### RAW DATA:
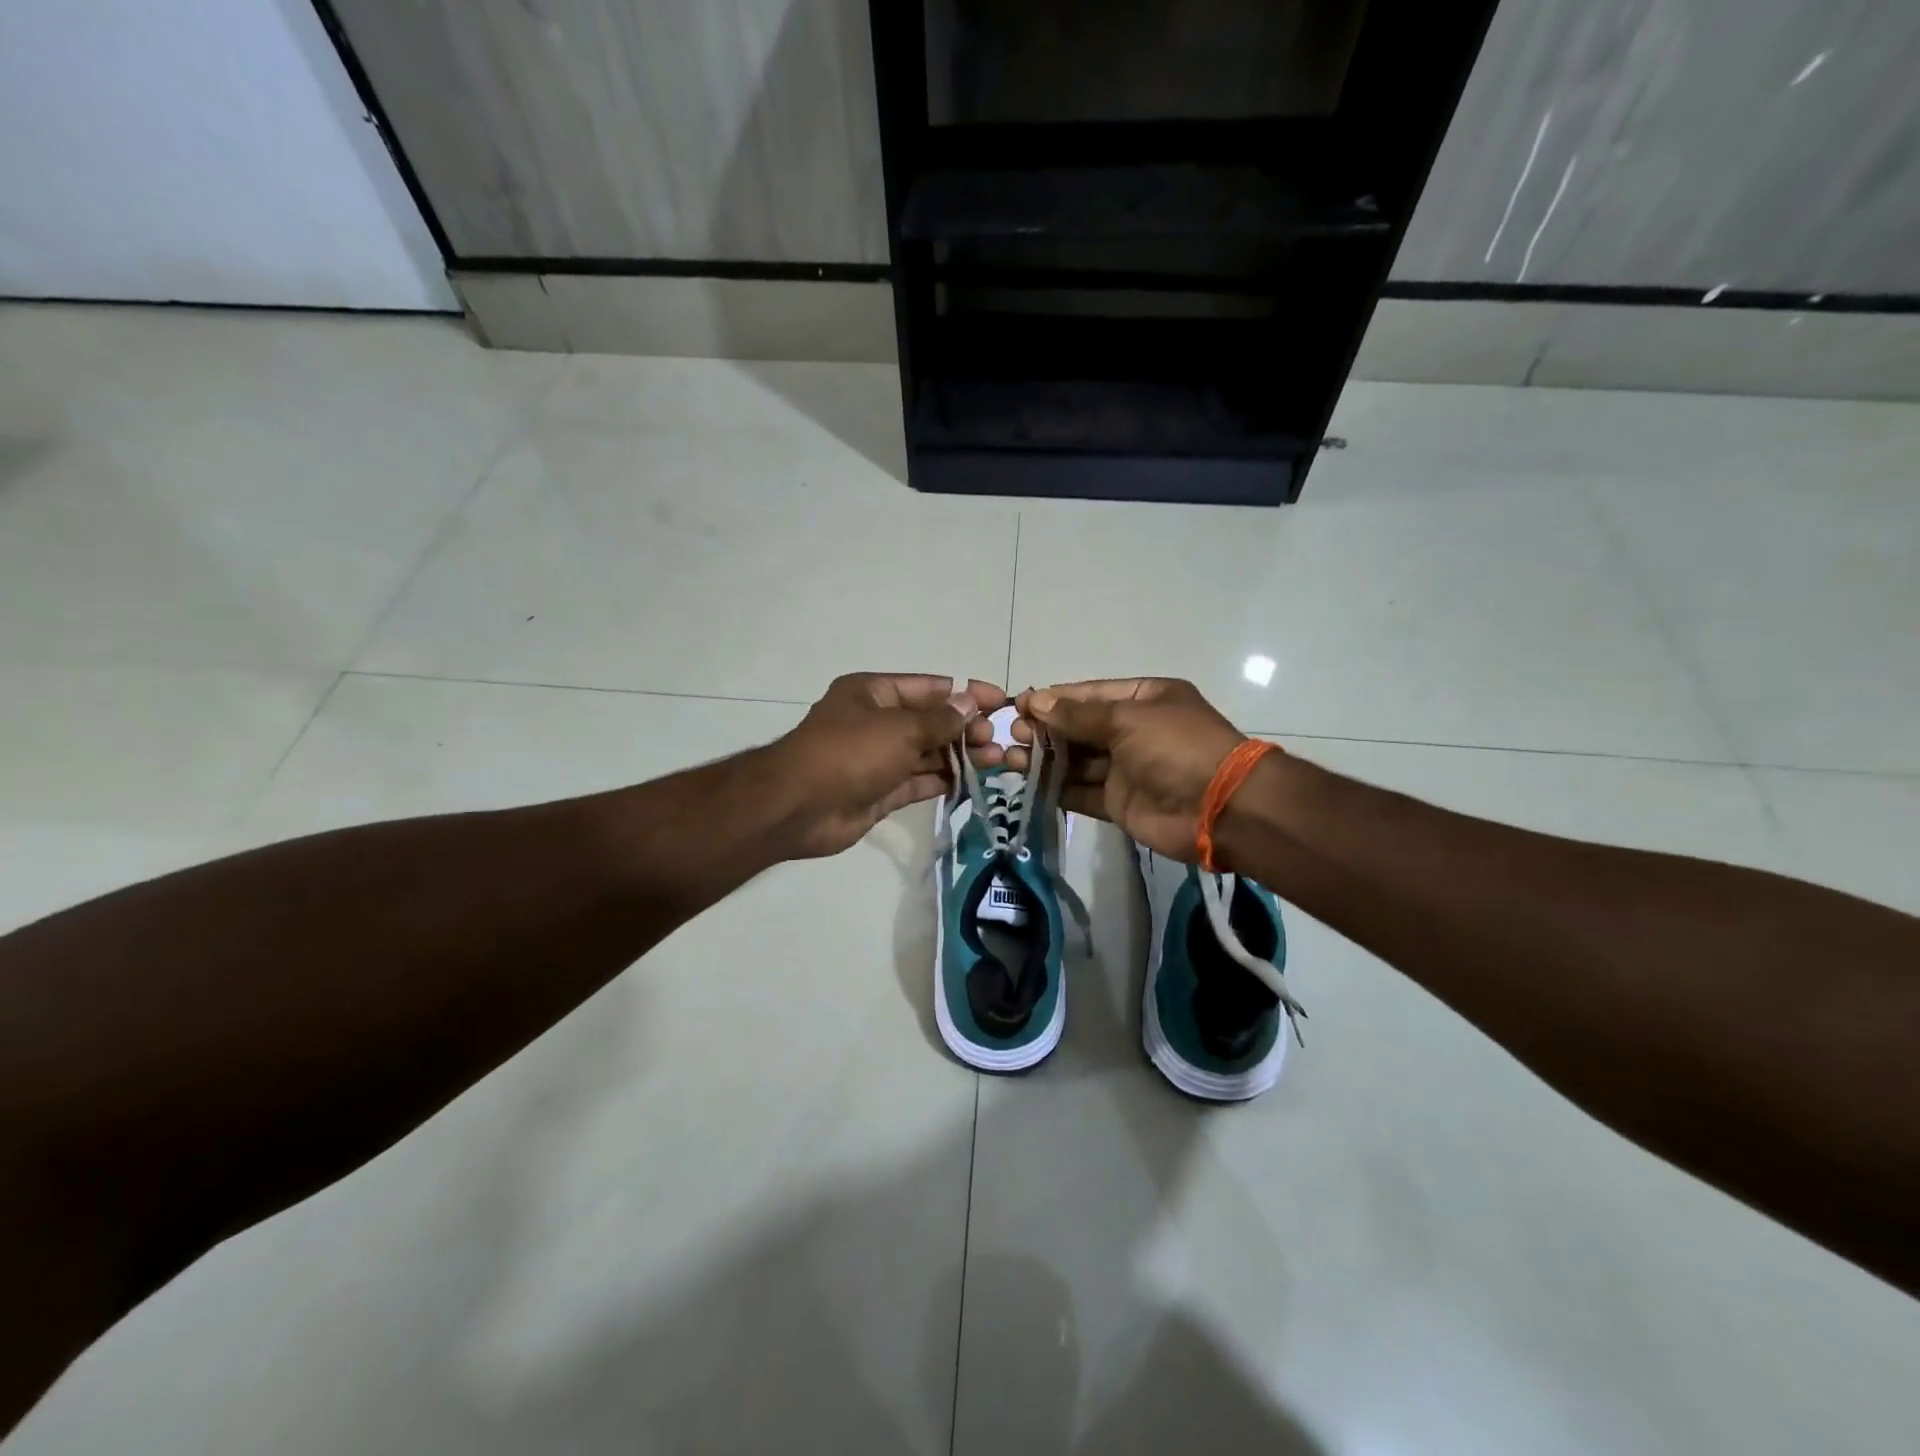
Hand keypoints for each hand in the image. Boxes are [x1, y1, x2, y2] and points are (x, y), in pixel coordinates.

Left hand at [770, 673, 1005, 857]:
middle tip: (997, 739)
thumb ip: (939, 720)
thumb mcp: (900, 728)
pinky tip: (972, 781)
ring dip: (960, 755)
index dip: (965, 692)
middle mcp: (876, 723)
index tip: (1000, 701)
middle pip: (930, 721)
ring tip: (997, 760)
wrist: (799, 807)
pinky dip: (943, 780)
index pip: (929, 687)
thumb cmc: (851, 752)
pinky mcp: (880, 792)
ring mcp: (878, 759)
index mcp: (874, 693)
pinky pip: (918, 781)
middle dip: (965, 728)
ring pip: (927, 753)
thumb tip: (970, 703)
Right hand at [1010, 678, 1245, 862]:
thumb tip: (1034, 702)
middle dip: (1046, 730)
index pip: (1089, 695)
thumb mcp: (1127, 719)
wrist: (1219, 808)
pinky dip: (1057, 789)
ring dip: (1045, 760)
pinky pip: (1082, 792)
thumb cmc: (1176, 747)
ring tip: (1009, 759)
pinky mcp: (1119, 802)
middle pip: (1080, 728)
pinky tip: (1028, 784)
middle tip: (1011, 735)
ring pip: (1077, 761)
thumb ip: (1078, 715)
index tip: (1018, 706)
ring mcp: (1126, 768)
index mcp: (1143, 699)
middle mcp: (1133, 731)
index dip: (1053, 699)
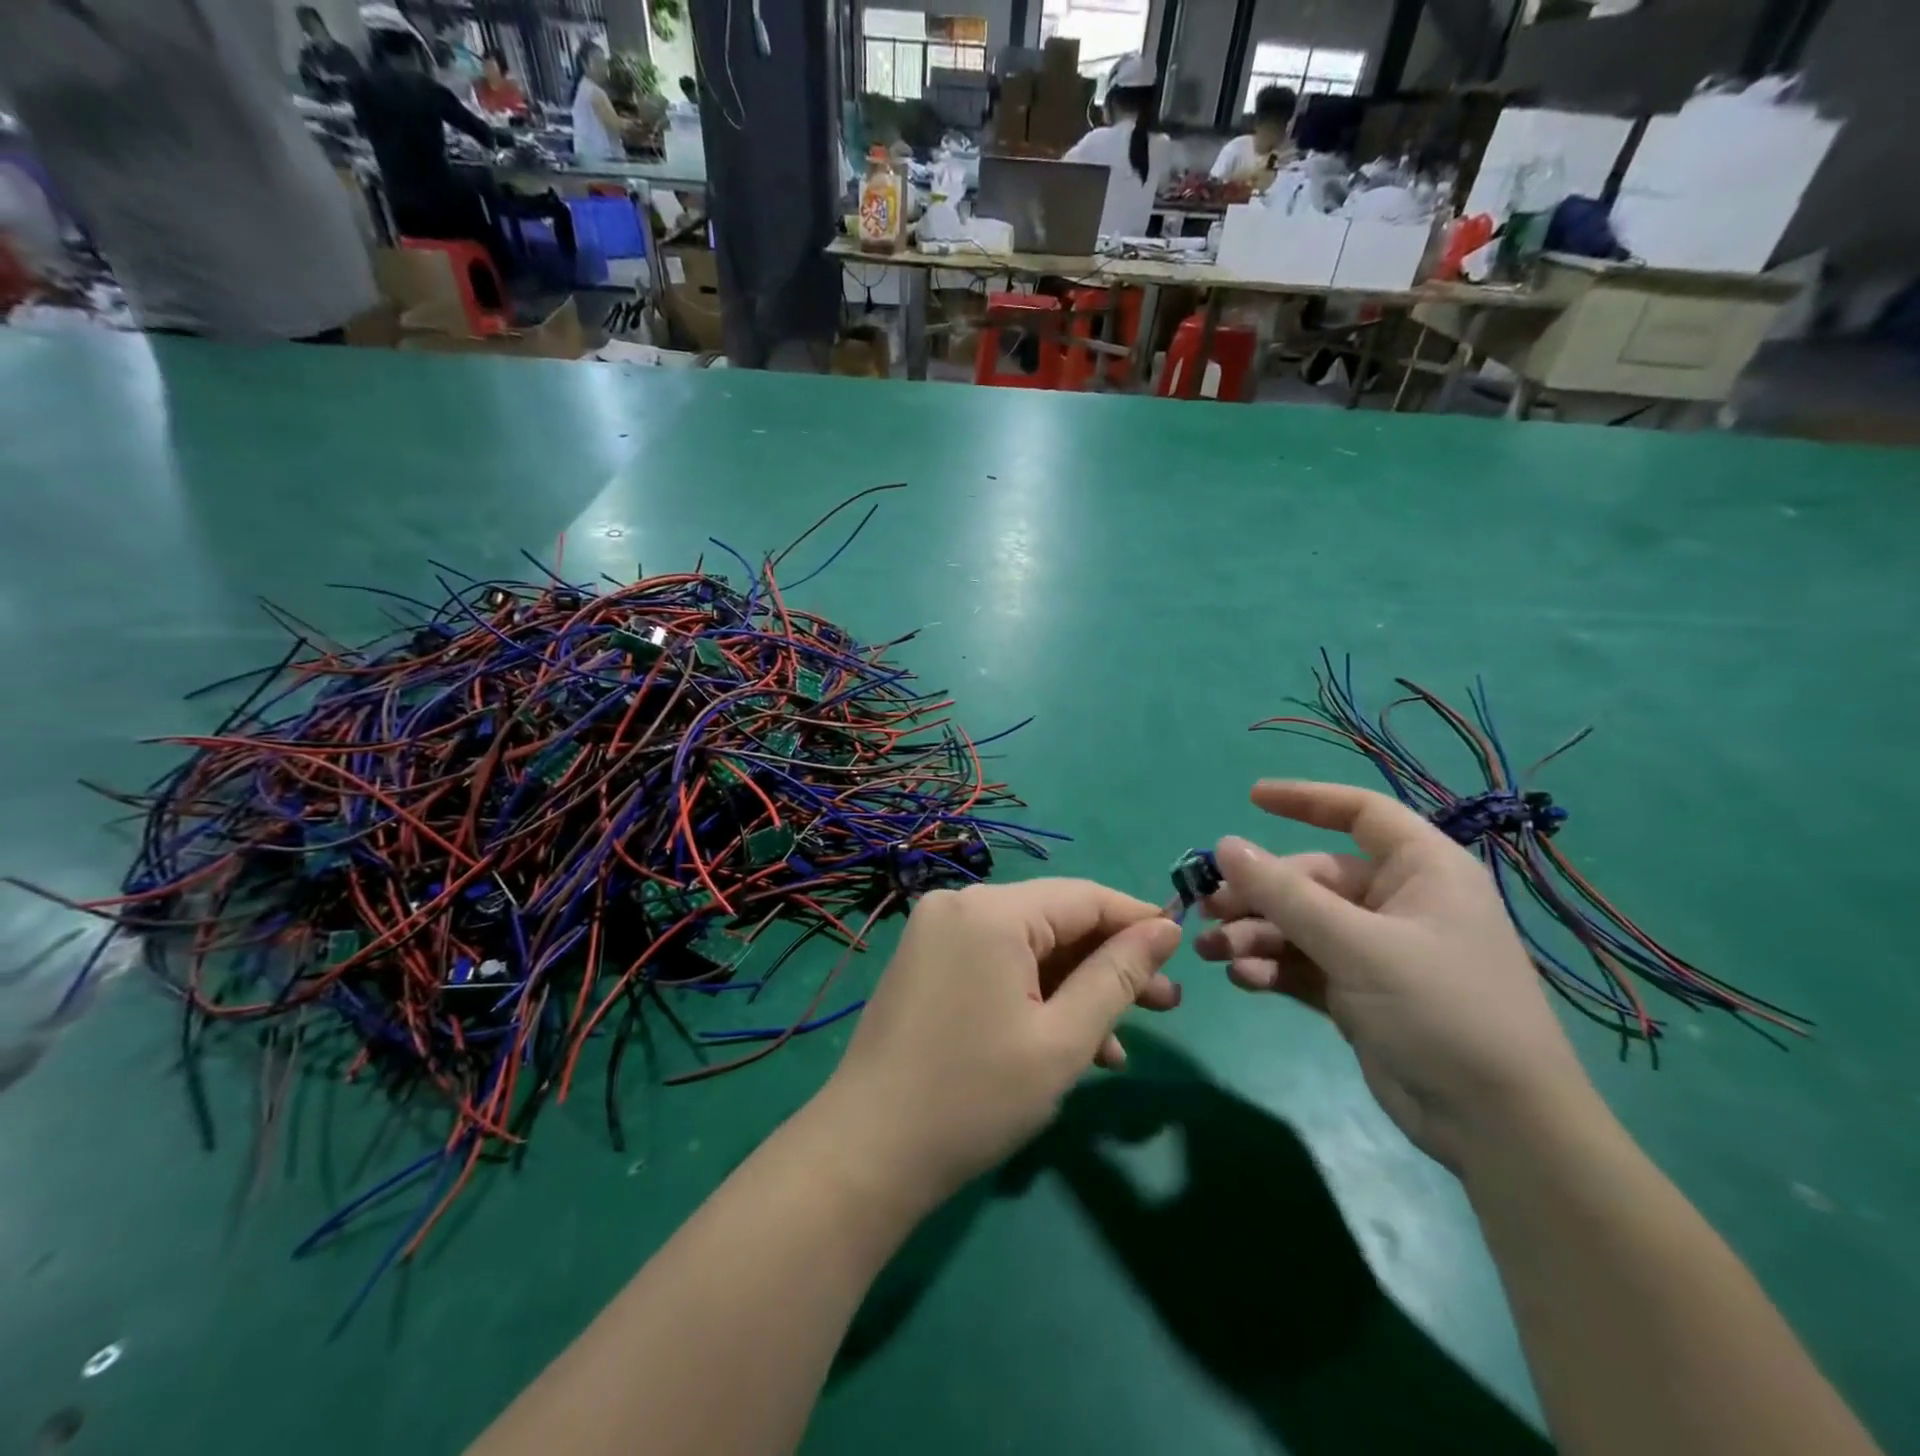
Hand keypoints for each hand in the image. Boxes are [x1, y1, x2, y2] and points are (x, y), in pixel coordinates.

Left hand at [815, 880, 1182, 1204]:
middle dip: (1109, 964)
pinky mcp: (927, 963)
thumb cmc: (976, 1096)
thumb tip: (1165, 927)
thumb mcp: (1063, 1039)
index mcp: (992, 910)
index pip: (1084, 897)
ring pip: (1027, 947)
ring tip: (1123, 1041)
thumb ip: (1118, 976)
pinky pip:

### WORK ITEM:
Find each line in the records above that contains "index", and copy it.

### ANSWER TO THIS TASK:
index dip: (965, 692)
index tip: (1000, 701)
index pip: (929, 687)
index mcp: (874, 693)
index pip: (1089, 695)
index tip: (1018, 706)
index mcp: (1143, 699)
index dip: (1053, 699)
index mcp: (992, 910)
index pip: (1084, 897)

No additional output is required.